Варлам Шаламов

Валерий Есипов

«Не так мне хотелось бы писать рассказы, как Чехов…»

29 января 2020 г. – 160 лет со дня рождения А.П. Чехова

Чехов

Несколько странно, что исследователи до сих пор практически не обращали внимания на чрезвычайно важную и многоаспектную тему «Шаламов и Чехов». Возможно, повлияло на это известное, чаще всего цитируемое высказывание Шаламова: «Чехов — большой писатель, но он не пророк — отходит, стало быть, от русской традиции…»[1]. Поставленное в один ряд с другими известнейшими высказываниями о самом великом, по мнению Шаламова, русском писателе — Достоевском, о его уникальном даре пророчества (единственный, кто «много угадал»[2]), оно помещает Чехова, казалось бы, на менее значимое место в сознании Шаламова. Но это далеко не так.

Весьма знаменательно, что количество упоминаний имени Чехова, эпизодов его биографии и его произведений (в письмах, записных книжках, статьях и эссе, а также в стихах Шаламова) — наивысшее среди других писателей и намного превосходит того же Достоевского. В этом можно убедиться, воспользовавшись хотя бы системой поиска на нашем сайте. Полагаю, что этот простой инструмент поможет исследователям лучше сориентироваться в многообразии проблематики, связывающей Чехова и Шаламова, и выбрать предмет для литературоведческого анализа, для будущих статей и капитальных научных трудов.

Мне же в этой краткой заметке хотелось бы остановиться на одном многозначительном факте: сразу по возвращении с Колымы Шаламов углубленно читает и перечитывает Чехова, делая особый акцент не только на его сахалинской поездке (что, в общем, понятно), но и на форме его рассказов.

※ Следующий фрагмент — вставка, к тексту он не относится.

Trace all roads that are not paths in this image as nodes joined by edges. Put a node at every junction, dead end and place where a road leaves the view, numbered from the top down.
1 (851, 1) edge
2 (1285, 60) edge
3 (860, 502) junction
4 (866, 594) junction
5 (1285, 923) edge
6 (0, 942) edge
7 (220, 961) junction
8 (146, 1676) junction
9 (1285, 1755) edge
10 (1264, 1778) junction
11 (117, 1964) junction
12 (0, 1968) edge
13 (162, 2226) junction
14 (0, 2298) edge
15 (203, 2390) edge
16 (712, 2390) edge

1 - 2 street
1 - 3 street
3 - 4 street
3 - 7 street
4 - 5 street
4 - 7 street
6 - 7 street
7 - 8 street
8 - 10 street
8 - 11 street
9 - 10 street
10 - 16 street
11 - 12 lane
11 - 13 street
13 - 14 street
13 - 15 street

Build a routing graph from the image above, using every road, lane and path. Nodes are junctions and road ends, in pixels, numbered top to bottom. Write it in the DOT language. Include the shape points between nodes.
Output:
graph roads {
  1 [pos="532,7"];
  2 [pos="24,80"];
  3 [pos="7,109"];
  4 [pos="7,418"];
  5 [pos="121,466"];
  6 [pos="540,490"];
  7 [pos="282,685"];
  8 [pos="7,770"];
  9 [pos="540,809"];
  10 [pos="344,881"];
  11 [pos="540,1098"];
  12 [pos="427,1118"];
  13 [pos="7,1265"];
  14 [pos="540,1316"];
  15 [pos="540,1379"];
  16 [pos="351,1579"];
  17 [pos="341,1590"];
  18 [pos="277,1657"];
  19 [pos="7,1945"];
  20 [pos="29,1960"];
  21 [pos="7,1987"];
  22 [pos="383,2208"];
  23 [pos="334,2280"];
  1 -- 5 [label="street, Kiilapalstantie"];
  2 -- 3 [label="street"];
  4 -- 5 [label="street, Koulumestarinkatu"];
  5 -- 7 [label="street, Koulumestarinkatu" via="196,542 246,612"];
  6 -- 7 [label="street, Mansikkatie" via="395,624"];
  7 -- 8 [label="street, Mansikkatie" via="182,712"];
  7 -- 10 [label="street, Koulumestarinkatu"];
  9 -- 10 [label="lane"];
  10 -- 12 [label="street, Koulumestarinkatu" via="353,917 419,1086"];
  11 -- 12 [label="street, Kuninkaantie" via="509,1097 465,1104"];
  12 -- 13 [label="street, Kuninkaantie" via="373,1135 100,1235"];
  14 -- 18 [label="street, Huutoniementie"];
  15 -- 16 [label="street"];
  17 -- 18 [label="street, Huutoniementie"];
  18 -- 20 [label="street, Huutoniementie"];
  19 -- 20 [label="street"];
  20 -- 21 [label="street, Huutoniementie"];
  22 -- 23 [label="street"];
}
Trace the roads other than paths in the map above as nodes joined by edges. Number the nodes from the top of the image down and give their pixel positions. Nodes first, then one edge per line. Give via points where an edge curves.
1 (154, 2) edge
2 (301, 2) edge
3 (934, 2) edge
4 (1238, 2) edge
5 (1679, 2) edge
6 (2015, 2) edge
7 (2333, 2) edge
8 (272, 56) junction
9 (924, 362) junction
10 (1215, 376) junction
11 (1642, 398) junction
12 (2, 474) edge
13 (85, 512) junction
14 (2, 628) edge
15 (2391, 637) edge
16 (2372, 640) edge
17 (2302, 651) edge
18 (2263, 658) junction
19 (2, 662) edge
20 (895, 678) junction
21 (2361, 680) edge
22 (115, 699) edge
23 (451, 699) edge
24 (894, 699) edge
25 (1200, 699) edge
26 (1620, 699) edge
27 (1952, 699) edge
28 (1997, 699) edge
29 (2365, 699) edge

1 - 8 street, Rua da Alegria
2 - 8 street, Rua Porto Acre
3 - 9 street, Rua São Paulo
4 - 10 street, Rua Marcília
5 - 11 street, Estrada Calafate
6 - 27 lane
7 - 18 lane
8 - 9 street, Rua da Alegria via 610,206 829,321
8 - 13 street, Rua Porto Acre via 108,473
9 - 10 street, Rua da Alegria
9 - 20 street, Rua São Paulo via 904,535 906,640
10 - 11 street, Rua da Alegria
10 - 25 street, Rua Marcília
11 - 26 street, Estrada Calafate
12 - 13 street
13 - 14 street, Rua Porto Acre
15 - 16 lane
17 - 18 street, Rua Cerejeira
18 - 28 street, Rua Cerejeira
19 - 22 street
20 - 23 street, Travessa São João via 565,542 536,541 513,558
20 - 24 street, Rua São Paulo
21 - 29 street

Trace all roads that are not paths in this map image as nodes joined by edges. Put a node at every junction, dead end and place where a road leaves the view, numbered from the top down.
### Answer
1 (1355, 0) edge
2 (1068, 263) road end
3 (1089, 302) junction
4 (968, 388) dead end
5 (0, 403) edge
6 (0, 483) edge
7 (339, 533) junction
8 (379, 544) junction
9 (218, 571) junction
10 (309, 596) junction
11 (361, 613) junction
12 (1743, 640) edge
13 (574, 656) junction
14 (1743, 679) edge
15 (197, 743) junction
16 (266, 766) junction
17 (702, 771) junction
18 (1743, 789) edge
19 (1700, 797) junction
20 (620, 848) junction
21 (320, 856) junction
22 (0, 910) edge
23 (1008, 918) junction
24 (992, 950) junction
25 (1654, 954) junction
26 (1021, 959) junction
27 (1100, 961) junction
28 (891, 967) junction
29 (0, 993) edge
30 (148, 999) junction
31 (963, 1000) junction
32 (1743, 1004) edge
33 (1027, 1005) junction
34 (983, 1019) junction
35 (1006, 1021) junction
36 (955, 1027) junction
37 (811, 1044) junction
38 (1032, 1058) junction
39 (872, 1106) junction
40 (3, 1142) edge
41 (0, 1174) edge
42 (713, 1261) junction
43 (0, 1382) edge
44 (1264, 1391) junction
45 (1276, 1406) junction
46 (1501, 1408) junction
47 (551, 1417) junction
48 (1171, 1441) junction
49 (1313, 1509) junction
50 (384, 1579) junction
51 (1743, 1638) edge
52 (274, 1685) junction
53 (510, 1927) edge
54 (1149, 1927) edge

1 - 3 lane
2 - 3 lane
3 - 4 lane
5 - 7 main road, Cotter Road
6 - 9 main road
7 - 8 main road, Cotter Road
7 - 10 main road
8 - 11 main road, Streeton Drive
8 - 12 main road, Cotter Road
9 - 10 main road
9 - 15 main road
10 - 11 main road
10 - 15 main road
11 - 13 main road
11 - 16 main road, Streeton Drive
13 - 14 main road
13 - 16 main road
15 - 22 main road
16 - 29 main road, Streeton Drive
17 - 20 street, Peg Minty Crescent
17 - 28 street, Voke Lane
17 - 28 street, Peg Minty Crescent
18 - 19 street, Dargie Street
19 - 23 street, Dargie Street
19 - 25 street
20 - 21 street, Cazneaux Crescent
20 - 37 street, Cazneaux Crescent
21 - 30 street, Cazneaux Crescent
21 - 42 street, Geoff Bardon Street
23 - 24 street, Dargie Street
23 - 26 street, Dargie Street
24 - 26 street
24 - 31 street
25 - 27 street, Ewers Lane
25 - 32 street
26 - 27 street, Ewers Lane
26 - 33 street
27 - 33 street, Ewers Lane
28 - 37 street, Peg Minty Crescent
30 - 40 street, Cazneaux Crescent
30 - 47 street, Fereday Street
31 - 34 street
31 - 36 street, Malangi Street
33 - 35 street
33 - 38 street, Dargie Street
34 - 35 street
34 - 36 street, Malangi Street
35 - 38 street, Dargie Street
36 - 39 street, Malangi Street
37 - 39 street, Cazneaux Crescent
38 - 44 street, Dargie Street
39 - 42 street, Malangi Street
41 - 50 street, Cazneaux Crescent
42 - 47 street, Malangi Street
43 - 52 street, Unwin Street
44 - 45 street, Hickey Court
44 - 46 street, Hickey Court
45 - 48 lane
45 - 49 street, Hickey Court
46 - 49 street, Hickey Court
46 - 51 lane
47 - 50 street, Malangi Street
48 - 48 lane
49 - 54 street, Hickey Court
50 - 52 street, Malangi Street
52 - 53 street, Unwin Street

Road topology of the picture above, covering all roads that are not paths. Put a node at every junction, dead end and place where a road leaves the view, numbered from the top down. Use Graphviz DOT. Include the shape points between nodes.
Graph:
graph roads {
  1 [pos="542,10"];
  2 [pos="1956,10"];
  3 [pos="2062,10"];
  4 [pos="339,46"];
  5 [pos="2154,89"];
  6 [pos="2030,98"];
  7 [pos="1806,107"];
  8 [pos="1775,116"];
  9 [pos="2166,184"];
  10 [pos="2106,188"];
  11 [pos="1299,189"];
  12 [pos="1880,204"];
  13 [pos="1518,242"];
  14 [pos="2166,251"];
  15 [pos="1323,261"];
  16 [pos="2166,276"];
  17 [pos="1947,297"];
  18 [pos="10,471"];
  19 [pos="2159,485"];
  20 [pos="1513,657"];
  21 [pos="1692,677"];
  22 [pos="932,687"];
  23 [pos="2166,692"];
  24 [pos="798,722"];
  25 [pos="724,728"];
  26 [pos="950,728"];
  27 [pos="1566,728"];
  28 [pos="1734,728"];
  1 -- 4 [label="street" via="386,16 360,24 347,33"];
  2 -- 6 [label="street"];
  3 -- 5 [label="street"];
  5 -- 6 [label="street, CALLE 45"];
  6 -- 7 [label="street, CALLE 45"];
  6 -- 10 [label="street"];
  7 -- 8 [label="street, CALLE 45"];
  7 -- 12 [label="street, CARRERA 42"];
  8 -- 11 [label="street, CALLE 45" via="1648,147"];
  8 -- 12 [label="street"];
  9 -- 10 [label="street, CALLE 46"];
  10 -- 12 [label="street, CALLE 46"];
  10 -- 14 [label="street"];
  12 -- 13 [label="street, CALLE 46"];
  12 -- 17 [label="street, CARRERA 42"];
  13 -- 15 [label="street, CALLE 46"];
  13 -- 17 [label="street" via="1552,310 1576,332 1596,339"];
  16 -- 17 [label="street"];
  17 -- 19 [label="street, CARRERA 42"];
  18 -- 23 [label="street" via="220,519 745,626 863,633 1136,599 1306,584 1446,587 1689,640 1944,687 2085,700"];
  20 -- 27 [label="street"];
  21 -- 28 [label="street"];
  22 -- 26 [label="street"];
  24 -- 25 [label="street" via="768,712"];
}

Очевидно, что возможность читать книги на Колыме, даже в период фельдшерской работы в лагерной больнице (где он иногда пользовался библиотекой поселка Дебин — см. очерк «Слишком книжное»), у Шаламова была крайне ограниченной, и потому настоящим счастьем на «материке» для него стала библиотека Решетниковского торфопредприятия в поселке Туркмен, где он начал жить и работать в 1954 году. Шаламов потом не раз вспоминал «великолепную караевскую[3] библиотеку», которую встретил в этом поселке. «Там не было единой книги, которой не стоило бы прочесть», — писал он, добавляя, что эта библиотека «воскресила меня, вооружила меня — сколько могла».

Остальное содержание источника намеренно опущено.